The suicide of another young gay person, reportedly after intense bullying based on his sexual orientation, inspired Chicago native and writer Dan Savage to start a story video project to let young gay people know that It Gets Better. In Savage’s words, “I wish I could have talked to this kid for five minutes. I wish I could have told Billy that it gets better. I wish I could have told him that, however bad things were, however isolated and alone he was, it gets better.” He’s asking other gay adults to make videos of aspects of their life stories, hoping that young people who watch them will realize that tough times don’t last forever. As Chicagoist reports, only 11 states, including Illinois, currently specify LGBT students as a protected class in anti-bullying and harassment legislation.
Bullying for any reason, of course, is shameful, as is discrimination on grounds unrelated to people’s ability to do their jobs, or afford housing, or other matters. But drafting a law that prohibits bullying without being overbroad is not an easy task. Though many look to the law above all for power, story can sometimes be an even more powerful and enduring bulwark against evil, as the responses to “Speak” and the “It Gets Better” project show.
Difficult real-world subjects that many young people have to deal with include not only sexual abuse and coming to terms with sexuality but also poverty, parents’ unemployment, war, racial prejudice, divorce, substance abuse, and eating disorders. Here are some books with great stories that portray young people coming to terms with some of those issues:
“Ramona And Her Mother,” by Beverly Cleary (parents’ job difficulties, family tensions)
“Wintergirls,” by Laurie Halse Anderson and “Perfect,” by Natasha Friend (eating disorders)
“Lush,” by Natasha Friend (parent’s alcoholism)
“Where The Lilies Bloom,” by Vera and Bill Cleaver (poverty, loss of parents)
“Roll of Thunder, Hear Me Cry,” “The Gold Cadillac,” and many other books and stories by Mildred Taylor (racial prejudice)
“The Ark,” by Margot Benary-Isbert (war)
“A Tree Grows In Brooklyn,” Betty Smith (poverty, parent’s alcoholism)
“Veronica Ganz,” by Marilyn Sachs (divorce, family tensions, bullying)
“Will Grayson, Will Grayson,” by John Green and David Levithan (sexual identity)
“Diary of a Young Girl,” by Anne Frank (ethnic prejudice, war)
Traditional folk and fairy tales, “Little Women,” by Louisa May Alcott, and the “Little House” books, by Laura Ingalls Wilder, may not readily come to mind when thinking about children’s or YA books with edgy subjects.

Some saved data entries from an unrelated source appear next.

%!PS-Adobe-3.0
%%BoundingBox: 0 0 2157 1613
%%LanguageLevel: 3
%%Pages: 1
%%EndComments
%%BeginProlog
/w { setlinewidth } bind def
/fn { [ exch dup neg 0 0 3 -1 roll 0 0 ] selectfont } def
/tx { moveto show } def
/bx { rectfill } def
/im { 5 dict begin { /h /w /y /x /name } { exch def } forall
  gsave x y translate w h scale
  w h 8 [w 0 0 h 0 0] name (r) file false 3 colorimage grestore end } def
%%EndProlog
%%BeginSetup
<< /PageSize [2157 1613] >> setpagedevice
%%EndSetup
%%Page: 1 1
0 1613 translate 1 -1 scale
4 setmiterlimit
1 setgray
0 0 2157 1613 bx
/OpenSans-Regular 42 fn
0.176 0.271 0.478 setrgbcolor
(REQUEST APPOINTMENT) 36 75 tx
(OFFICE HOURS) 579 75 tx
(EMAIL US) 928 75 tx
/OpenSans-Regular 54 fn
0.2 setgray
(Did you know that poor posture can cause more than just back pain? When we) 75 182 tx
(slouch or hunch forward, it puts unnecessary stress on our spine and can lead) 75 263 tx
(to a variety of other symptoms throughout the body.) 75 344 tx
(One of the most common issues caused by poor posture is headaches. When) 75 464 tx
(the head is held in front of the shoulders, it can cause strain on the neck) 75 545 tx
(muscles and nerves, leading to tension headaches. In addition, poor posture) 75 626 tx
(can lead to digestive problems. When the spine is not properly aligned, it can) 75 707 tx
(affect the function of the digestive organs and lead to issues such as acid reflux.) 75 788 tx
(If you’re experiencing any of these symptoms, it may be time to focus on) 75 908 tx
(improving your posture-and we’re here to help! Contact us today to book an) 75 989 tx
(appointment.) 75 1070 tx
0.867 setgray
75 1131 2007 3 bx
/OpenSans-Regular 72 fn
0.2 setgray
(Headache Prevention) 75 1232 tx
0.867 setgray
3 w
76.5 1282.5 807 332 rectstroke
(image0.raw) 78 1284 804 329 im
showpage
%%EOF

But fairy tales often include poverty and wicked stepmothers, Marmee and her brood are struggling with the absence of the girls’ father due to war, and the “Little House” books depict a family living hand to mouth and clawing themselves up through a series of unremitting disasters that weren’t unusual for their time.
Are there any books or stories that have helped you through a difficult time in your life?